**EXERCISE AIM**.
Find the lines of data that contain the string "УЛИЦА", then list them.

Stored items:
::::::::

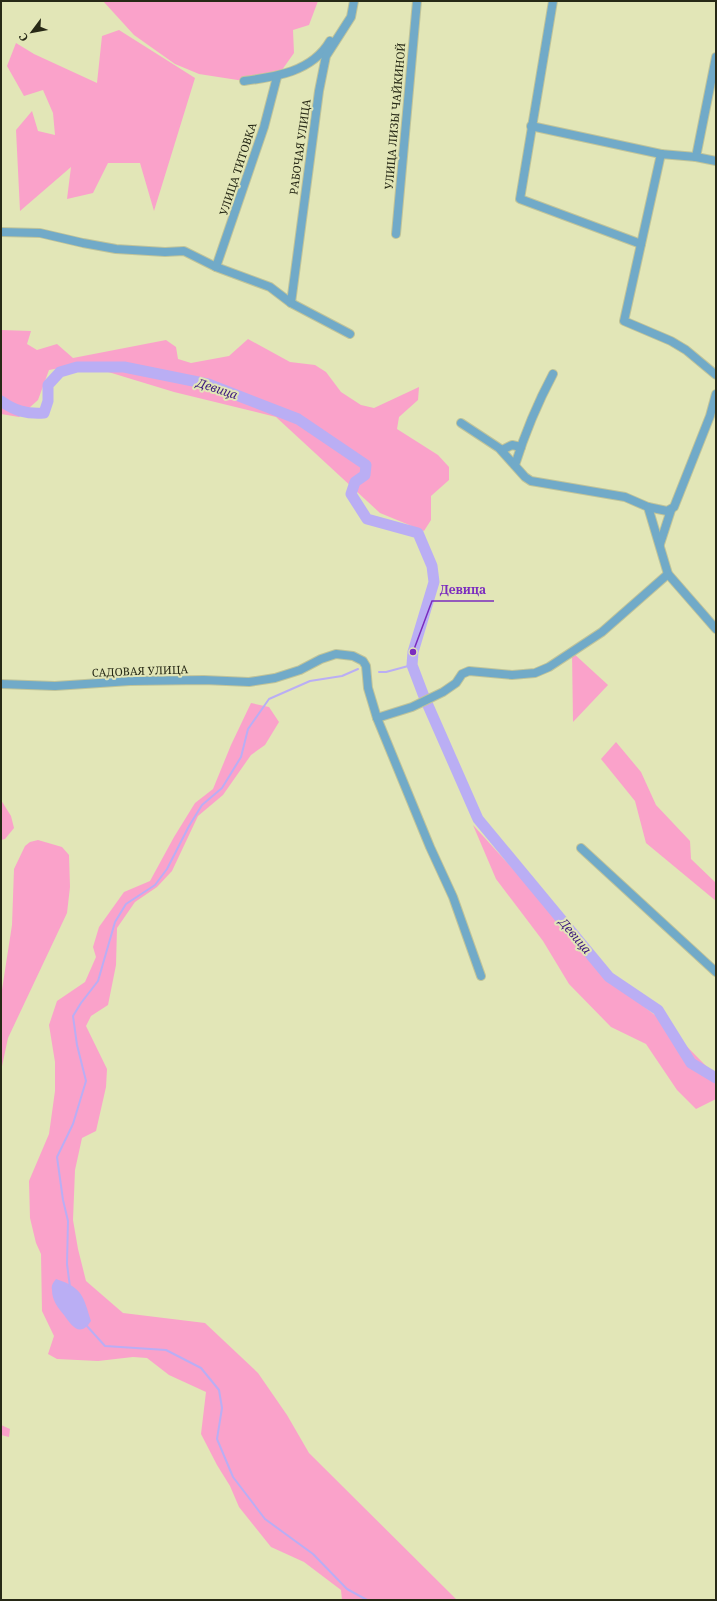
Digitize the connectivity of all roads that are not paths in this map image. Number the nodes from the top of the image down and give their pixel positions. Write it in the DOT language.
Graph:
graph roads {
  1 [pos="354,1"];
  2 [pos="417,1"];
  3 [pos="553,1"];
  4 [pos="716,57"];
  5 [pos="277,77"];
  6 [pos="244,81"];
  7 [pos="532,126"];
  8 [pos="661,154"];
  9 [pos="696,157"];
  10 [pos="716,161"];
  11 [pos="1,232"];
  12 [pos="396,234"];
  13 [pos="641,244"];
  14 [pos="216,267"];
  15 [pos="291,302"];
  16 [pos="350,334"];
  17 [pos="553,374"];
  18 [pos="716,375"];
  19 [pos="716,394"];
  20 [pos="461,423"];
  21 [pos="520,447"];
  22 [pos="502,450"];
  23 [pos="515,465"];
  24 [pos="648,508"];
  25 [pos="671,510"];
  26 [pos="659,545"];
  27 [pos="668,574"];
  28 [pos="716,629"];
  29 [pos="1,684"];
  30 [pos="377,718"];
  31 [pos="581,848"];
  32 [pos="716,972"];
  33 [pos="481,976"];
  1 -- 5 [label="street"];
  1 -- 15 [label="street, РАБОЧАЯ УЛИЦА"];
  2 -- 12 [label="street, УЛИЦА ЛИЗЫ ЧАЙКИНОЙ"];
  3 -- 7 [label="street"];
  4 -- 9 [label="street"];
  5 -- 6 [label="street"];
  5 -- 14 [label="street, УЛИЦА ТИТОВКА"];
  7 -- 8 [label="street"];
  7 -- 13 [label="street"];
  8 -- 9 [label="street"];
  8 -- 13 [label="street"];
  9 -- 10 [label="street"];
  11 -- 14 [label="street"];
  13 -- 18 [label="street"];
  14 -- 15 [label="street"];
  15 -- 16 [label="street"];
  17 -- 21 [label="street"];
  19 -- 25 [label="street"];
  20 -- 22 [label="street"];
  21 -- 22 [label="street"];
  21 -- 23 [label="street"];
  22 -- 23 [label="street"];
  23 -- 24 [label="street"];
  24 -- 25 [label="street"];
  24 -- 26 [label="street"];
  25 -- 26 [label="street"];
  26 -- 27 [label="street"];
  27 -- 28 [label="street"];
  27 -- 30 [label="street"];
  29 -- 30 [label="street, САДОВАЯ УЛИЦА"];
  30 -- 33 [label="street, САДОВАЯ УЛИЦА"];
  31 -- 32 [label="street"];
}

::::::::

**OUTPUT FOR THIS TASK**.
  1 -- 15 [label="street, РАБОЧАЯ УЛИЦА"];
  2 -- 12 [label="street, УЛИЦА ЛИЗЫ ЧАЙКИНОЙ"];
  5 -- 14 [label="street, УЛИЦА ТИТОВКА"];
  29 -- 30 [label="street, САДОВАЯ УЛИЦА"];
  30 -- 33 [label="street, САДОВАЯ УЛИЦА"];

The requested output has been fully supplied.